[Collected data entries]
* * * * *

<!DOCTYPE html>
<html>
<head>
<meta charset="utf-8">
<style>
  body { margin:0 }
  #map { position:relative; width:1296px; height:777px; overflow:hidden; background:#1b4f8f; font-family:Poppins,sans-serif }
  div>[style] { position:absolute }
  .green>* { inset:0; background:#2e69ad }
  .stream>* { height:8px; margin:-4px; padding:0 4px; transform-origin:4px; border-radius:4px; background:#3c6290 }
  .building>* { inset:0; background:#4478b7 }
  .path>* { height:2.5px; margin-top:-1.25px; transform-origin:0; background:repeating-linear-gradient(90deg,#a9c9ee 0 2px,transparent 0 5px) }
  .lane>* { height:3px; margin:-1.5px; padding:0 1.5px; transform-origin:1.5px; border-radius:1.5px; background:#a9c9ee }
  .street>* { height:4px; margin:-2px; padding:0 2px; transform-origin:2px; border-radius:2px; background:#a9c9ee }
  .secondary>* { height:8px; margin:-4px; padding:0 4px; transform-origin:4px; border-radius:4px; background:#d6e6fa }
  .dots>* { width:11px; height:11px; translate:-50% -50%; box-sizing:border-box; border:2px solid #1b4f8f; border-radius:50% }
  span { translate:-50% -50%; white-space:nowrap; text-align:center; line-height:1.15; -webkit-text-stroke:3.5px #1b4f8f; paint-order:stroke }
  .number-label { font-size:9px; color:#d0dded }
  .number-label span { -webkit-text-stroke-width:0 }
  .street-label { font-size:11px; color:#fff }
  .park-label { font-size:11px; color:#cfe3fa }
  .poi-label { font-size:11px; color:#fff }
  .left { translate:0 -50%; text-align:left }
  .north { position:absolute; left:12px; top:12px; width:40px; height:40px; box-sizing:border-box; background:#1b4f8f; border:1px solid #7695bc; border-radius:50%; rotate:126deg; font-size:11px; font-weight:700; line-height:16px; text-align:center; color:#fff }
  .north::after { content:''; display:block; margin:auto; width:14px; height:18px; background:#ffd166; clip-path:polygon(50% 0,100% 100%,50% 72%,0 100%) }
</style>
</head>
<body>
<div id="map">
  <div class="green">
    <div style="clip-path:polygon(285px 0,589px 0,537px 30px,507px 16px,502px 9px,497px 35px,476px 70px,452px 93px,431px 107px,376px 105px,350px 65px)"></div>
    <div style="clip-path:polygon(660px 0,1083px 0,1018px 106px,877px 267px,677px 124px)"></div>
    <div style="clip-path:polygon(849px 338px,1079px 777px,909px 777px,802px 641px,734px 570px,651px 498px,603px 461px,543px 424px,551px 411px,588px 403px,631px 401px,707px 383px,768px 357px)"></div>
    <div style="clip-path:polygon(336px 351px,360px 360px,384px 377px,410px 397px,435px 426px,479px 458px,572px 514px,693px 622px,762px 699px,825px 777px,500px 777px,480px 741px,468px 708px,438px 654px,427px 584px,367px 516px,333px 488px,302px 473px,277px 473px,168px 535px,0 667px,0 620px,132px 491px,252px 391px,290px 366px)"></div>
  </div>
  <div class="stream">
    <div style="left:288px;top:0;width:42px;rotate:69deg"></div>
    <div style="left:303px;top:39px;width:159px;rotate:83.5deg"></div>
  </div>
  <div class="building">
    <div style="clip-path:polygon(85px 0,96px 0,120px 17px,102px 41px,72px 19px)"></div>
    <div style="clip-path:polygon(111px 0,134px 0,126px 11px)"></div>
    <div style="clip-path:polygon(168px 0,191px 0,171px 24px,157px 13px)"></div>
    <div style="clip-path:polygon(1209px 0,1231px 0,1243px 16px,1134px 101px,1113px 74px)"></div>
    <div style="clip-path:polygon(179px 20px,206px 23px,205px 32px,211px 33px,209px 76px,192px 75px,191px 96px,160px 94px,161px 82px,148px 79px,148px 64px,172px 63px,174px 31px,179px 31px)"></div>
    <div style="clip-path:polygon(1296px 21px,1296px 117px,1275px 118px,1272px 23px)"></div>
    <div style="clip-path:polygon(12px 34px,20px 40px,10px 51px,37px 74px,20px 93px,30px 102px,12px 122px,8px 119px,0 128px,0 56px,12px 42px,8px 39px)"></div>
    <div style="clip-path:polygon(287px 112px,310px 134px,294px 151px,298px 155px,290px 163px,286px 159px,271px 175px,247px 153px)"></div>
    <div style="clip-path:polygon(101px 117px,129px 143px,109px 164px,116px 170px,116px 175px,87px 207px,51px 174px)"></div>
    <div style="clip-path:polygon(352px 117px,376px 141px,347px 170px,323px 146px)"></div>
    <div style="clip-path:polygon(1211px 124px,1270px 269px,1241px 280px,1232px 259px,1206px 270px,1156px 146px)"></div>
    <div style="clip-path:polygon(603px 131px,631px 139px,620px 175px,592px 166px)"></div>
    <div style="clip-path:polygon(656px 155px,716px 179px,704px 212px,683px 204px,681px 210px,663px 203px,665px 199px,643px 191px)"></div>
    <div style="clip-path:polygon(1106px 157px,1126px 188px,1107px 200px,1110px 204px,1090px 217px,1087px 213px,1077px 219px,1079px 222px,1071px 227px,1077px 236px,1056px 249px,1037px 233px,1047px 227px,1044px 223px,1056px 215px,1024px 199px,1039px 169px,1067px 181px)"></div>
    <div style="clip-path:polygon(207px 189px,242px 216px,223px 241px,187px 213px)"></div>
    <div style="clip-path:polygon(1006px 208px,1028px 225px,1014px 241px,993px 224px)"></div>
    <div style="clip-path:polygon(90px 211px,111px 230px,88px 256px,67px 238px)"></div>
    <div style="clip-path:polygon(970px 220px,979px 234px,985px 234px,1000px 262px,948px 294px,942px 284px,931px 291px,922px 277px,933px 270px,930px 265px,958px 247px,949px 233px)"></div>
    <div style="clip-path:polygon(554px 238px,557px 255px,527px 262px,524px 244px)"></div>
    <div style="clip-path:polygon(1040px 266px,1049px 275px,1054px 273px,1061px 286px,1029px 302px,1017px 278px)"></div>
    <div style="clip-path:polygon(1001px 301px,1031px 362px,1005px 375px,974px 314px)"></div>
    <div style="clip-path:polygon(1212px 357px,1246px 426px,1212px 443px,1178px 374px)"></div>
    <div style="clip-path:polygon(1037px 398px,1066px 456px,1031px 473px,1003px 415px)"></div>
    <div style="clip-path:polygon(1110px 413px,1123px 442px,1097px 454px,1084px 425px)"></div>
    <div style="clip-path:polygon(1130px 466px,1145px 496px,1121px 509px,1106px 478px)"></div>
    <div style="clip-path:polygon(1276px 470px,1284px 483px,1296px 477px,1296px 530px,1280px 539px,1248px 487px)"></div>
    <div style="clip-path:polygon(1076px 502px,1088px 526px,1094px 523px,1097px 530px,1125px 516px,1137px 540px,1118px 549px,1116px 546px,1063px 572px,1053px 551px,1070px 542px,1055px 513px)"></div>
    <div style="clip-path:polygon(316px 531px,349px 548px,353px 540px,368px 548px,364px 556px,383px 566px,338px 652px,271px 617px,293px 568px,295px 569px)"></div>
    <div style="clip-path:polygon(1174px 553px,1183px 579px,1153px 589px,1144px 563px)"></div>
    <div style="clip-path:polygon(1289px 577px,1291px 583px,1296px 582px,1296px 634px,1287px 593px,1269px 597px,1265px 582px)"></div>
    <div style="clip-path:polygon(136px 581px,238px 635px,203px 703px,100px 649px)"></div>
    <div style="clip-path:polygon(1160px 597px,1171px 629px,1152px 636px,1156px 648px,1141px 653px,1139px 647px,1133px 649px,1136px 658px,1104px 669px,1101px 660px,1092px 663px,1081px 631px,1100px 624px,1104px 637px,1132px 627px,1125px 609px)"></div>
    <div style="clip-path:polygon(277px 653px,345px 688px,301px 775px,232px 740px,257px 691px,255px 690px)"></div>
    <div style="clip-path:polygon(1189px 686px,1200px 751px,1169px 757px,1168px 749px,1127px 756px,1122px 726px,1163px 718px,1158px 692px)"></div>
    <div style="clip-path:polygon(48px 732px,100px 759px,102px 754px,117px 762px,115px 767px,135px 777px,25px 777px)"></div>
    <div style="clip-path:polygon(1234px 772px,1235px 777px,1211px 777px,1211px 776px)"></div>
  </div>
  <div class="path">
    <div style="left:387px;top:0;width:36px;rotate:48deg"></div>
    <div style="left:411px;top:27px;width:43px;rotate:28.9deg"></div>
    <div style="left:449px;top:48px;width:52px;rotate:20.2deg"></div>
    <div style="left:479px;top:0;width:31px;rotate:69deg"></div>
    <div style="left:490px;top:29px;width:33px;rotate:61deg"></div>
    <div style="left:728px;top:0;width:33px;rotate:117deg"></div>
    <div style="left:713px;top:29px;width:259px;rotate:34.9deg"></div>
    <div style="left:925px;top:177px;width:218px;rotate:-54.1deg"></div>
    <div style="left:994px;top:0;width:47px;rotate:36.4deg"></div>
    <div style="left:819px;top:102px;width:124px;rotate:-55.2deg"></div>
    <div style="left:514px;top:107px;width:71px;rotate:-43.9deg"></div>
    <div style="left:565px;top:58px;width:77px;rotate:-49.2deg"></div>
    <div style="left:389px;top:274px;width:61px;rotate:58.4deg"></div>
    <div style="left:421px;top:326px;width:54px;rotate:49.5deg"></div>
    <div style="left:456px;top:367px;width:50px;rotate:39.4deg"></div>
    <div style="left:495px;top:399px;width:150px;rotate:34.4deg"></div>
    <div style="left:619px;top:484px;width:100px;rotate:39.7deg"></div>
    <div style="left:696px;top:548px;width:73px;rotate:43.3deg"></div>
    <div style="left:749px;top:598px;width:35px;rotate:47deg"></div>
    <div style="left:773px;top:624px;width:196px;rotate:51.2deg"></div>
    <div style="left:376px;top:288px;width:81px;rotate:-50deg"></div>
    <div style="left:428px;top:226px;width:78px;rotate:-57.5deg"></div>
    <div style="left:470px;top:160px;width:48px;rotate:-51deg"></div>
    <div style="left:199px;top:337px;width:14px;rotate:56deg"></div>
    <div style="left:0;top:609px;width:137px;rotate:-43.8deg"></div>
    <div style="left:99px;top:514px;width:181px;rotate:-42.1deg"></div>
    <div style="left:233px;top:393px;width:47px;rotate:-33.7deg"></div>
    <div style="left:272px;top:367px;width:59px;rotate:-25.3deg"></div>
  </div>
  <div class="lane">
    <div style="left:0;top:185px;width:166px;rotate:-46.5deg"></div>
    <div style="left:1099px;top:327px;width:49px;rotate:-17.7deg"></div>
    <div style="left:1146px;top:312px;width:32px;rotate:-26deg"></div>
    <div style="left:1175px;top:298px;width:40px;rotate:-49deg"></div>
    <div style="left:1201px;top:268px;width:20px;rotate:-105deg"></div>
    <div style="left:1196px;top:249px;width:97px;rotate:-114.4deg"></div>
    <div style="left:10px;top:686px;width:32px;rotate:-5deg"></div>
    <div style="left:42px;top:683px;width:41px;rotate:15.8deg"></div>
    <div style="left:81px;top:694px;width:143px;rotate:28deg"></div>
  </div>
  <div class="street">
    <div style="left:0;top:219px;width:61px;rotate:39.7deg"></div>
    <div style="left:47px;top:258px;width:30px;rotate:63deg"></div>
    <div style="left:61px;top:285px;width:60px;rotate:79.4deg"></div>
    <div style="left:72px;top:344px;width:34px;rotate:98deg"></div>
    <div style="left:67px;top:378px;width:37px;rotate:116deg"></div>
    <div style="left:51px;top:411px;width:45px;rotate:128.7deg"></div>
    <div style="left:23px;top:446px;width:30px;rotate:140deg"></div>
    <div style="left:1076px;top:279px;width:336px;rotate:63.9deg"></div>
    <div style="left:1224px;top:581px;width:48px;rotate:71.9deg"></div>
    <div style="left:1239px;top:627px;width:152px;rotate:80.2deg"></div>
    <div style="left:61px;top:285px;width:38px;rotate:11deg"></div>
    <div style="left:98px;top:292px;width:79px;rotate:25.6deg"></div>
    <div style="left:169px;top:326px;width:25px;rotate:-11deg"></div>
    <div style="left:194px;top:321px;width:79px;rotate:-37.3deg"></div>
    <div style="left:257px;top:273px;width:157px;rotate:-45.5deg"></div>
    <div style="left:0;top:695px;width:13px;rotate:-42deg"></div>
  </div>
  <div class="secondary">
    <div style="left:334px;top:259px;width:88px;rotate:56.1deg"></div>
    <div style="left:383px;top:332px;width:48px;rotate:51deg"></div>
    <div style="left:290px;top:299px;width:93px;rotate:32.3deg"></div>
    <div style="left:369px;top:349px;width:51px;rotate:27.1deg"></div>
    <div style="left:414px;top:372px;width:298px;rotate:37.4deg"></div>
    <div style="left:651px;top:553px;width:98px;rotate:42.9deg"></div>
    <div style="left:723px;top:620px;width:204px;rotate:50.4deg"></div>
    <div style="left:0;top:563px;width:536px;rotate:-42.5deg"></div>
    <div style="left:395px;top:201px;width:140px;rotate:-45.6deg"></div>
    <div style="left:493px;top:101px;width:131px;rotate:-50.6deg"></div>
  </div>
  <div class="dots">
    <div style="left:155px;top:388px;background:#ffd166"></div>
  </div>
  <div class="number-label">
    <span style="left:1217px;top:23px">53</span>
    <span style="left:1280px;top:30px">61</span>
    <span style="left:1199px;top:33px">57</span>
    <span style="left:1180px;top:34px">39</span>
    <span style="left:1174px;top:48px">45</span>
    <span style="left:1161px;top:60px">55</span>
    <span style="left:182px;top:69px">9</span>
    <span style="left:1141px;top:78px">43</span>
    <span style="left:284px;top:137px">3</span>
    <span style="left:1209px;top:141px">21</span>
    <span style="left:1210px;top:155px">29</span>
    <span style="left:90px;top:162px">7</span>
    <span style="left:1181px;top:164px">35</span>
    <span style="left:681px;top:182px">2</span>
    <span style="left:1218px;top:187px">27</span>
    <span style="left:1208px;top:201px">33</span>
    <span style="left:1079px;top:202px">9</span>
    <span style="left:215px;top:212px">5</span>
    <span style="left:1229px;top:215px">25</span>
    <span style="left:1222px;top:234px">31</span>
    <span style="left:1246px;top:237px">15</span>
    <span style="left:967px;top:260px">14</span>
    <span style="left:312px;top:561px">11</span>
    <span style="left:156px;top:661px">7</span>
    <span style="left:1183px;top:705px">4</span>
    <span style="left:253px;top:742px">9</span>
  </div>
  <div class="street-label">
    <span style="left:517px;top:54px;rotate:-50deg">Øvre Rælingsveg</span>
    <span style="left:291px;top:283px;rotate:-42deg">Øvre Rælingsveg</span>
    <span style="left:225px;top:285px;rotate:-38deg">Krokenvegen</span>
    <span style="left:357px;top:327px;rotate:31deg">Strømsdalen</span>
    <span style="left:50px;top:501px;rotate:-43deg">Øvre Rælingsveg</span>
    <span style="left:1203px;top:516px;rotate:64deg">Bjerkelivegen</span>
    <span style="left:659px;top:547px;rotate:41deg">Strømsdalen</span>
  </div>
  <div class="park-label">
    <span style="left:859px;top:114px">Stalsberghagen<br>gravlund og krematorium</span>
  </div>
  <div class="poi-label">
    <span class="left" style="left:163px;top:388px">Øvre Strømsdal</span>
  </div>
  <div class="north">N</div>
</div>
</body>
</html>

* * * * *

EXERCISE DESCRIPTION: Select every line in the records above that contains the word "stream".

EXERCISE RESPONSE:
  .stream>* { height:8px; margin:-4px; padding:0 4px; transform-origin:4px; border-radius:4px; background:#3c6290 }
  <div class="stream">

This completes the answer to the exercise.